ニュース 社会 作成日:2016年6月8日_記事番号:T00064635

保護対象のアオウミガメ、澎湖の消防士が食用に解体

 澎湖県の吉貝島でこのほど、消防士が保護対象となっているアオウミガメを材料に漢方料理を作って食べようとしていたことが発覚。インターネット上で激しい非難を浴びた上、警察に取り調べを受けることとなった。

/date/2016/06/08/19umigame_2.jpg澎湖のカメの産卵場所。台湾各地では95年よりアオウミガメ産卵生息保護区が設定されている(7日=中央社)

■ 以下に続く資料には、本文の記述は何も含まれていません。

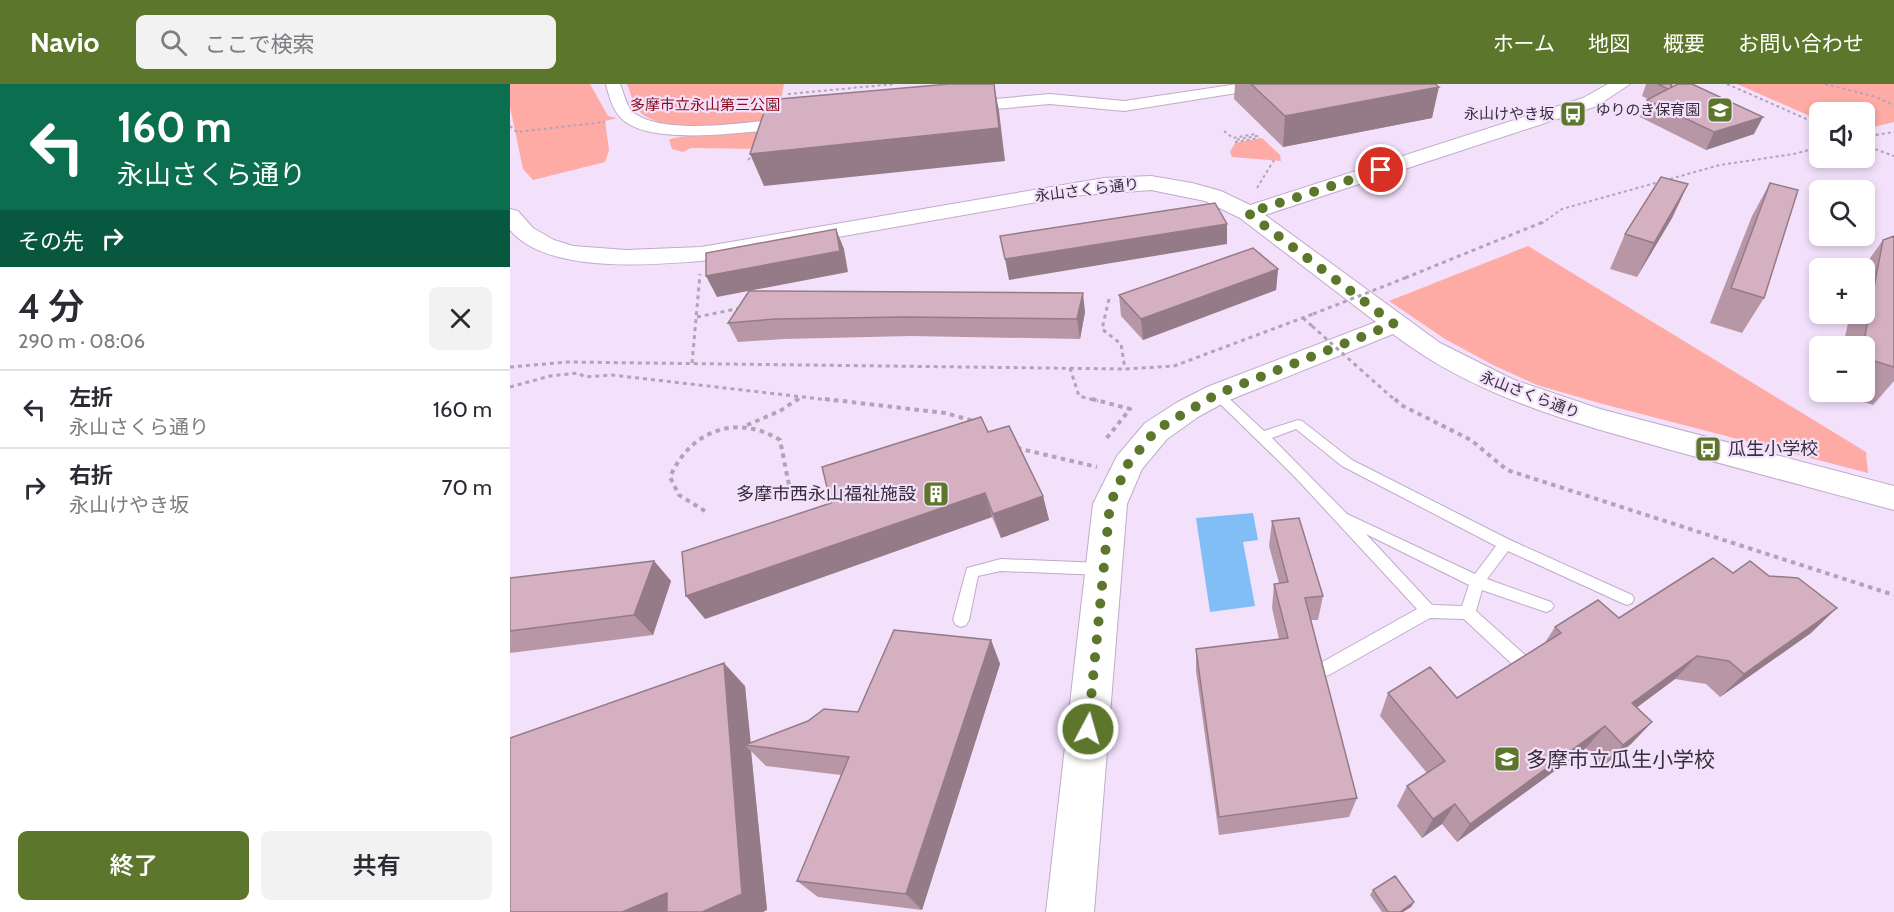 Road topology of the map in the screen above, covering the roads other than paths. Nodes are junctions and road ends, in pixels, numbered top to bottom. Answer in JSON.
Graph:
{"nodes":[{"id":1,"x":613,"y":84,"type":"edge"},
{"id":2,"x":1268,"y":84,"type":"edge"},
{"id":3,"x":1621,"y":84,"type":"edge"},
{"id":4,"x":946,"y":108,"type":"edge"},
{"id":5,"x":807,"y":121,"type":"edge"},
{"id":6,"x":1252,"y":202,"type":"junction"},
{"id":7,"x":510,"y":216,"type":"edge"},
{"id":8,"x":1394,"y":324,"type":"junction"},
{"id":9,"x":1217,"y":394,"type":"junction"},
{"id":10,"x":1264,"y":436,"type":"junction"},
{"id":11,"x":1894,"y":498,"type":"edge"},
{"id":12,"x":1341,"y":515,"type":"junction"},
{"id":13,"x":1505,"y":544,"type":"junction"},
{"id":14,"x":1104,"y":569,"type":"junction"},
{"id":15,"x":1477,"y":582,"type":"junction"},
{"id":16,"x":1627,"y":598,"type":"dead end"},
{"id":17,"x":1546,"y":606,"type":"dead end"},
{"id":18,"x":1428,"y":611,"type":"junction"},
{"id":19,"x":1468,"y":613,"type":"junction"},
{"id":20,"x":961,"y":620,"type":"dead end"},
{"id":21,"x":1519,"y":660,"type":"edge"},
{"id":22,"x":1323,"y":670,"type":"edge"},
{"id":23,"x":1070,"y":912,"type":"edge"}],
"edges":[{"from":1,"to":5,"type":"street"},
{"from":2,"to":4,"type":"street"},
{"from":3,"to":6,"type":"street"},
{"from":6,"to":7,"type":"street","name":"永山さくら通り"},
{"from":6,"to":8,"type":"street","name":"永山さくら通り"},
{"from":8,"to":9,"type":"street"},
{"from":8,"to":11,"type":"street","name":"永山さくら通り"},
{"from":9,"to":10,"type":"lane"},
{"from":9,"to":14,"type":"street"},
{"from":10,"to":12,"type":"lane"},
{"from":10,"to":13,"type":"lane"},
{"from":12,"to":15,"type":"lane"},
{"from":12,"to":18,"type":"lane"},
{"from":13,"to":15,"type":"lane"},
{"from":13,"to":16,"type":"lane"},
{"from":14,"to":20,"type":"lane"},
{"from":14,"to":23,"type":"street"},
{"from":15,"to":17,"type":"lane"},
{"from":15,"to":19,"type":"lane"},
{"from":18,"to":19,"type":"lane"},
{"from":18,"to":22,"type":"lane"},
{"from":19,"to":21,"type":"lane"}]} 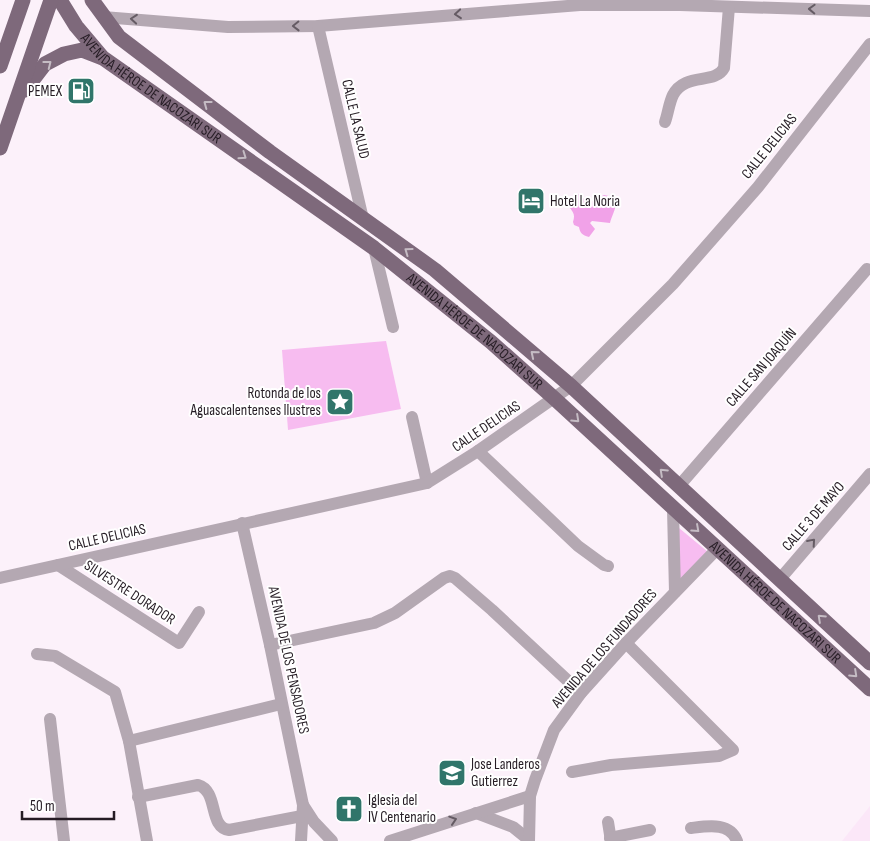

 警察の調べによると、アオウミガメの産卵地となっていることから「ウミガメの故郷」と呼ばれる澎湖県の北に位置する吉貝島にある消防分署で小隊長を務める王明賢容疑者は、膝に故障を抱えていたことからウミガメの甲羅と鹿の角を使った漢方料理「亀鹿二仙膠」を作って食べようと、漢方に詳しい同僚の陳福栄容疑者に相談。同容疑者が地元の漁師、胡振哲容疑者に1匹3,000台湾元でアオウミガメを捕獲して消防署に届けるよう依頼した。

 そして今月2日午後、胡容疑者がウミガメ2匹を捕獲して手足を解体して冷凍した上で消防署に届けた。受け取った王容疑者と陳容疑者、さらに当日勤務に当たっていた程栄俊容疑者の3人は、ウミガメをさらに細かく切った上で十分に解凍するため敷地内の空き地で板の上に放置した。

 しかし近くを通りかかった人物がこの場面に出くわし、写真を撮って同日夜にネット掲示板に「カメっておいしいの?」のコメントとともに画像をアップロードしたところ、大きな議論を巻き起こした。さらに画像に写ったダンボール箱に「消防局」の文字があったことなどから、「現場」が吉貝島分署であることが特定され、3人の消防士と漁師1人は翌日、地元検察署で取り調べを受けることとなった。

 王容疑者と程容疑者は容疑を否認しているものの、陳容疑者と漁師の胡容疑者は犯行を認めており、起訴されて有罪判決が下れば最高で5年の懲役および20万~100万元の罰金が科せられる見通しだ。

 なお地元のベテラン漁師によると、澎湖ではかつて、ウミガメは重要な食料だったが、1989年にアカウミガメが保護対象となってからは食べたという話はほとんど聞かなくなり、一部地域で私的な習慣として残っているだけだという。

 ある地元漁師は今回の事件について「消防士たちはウミガメを食べても何も言われなかった時代に生きていると勘違いしたんだろう。今の若者は正義感が強くて環境保護意識が高いから、間違ったことが見つかるとネットでさらし者になる」と語った。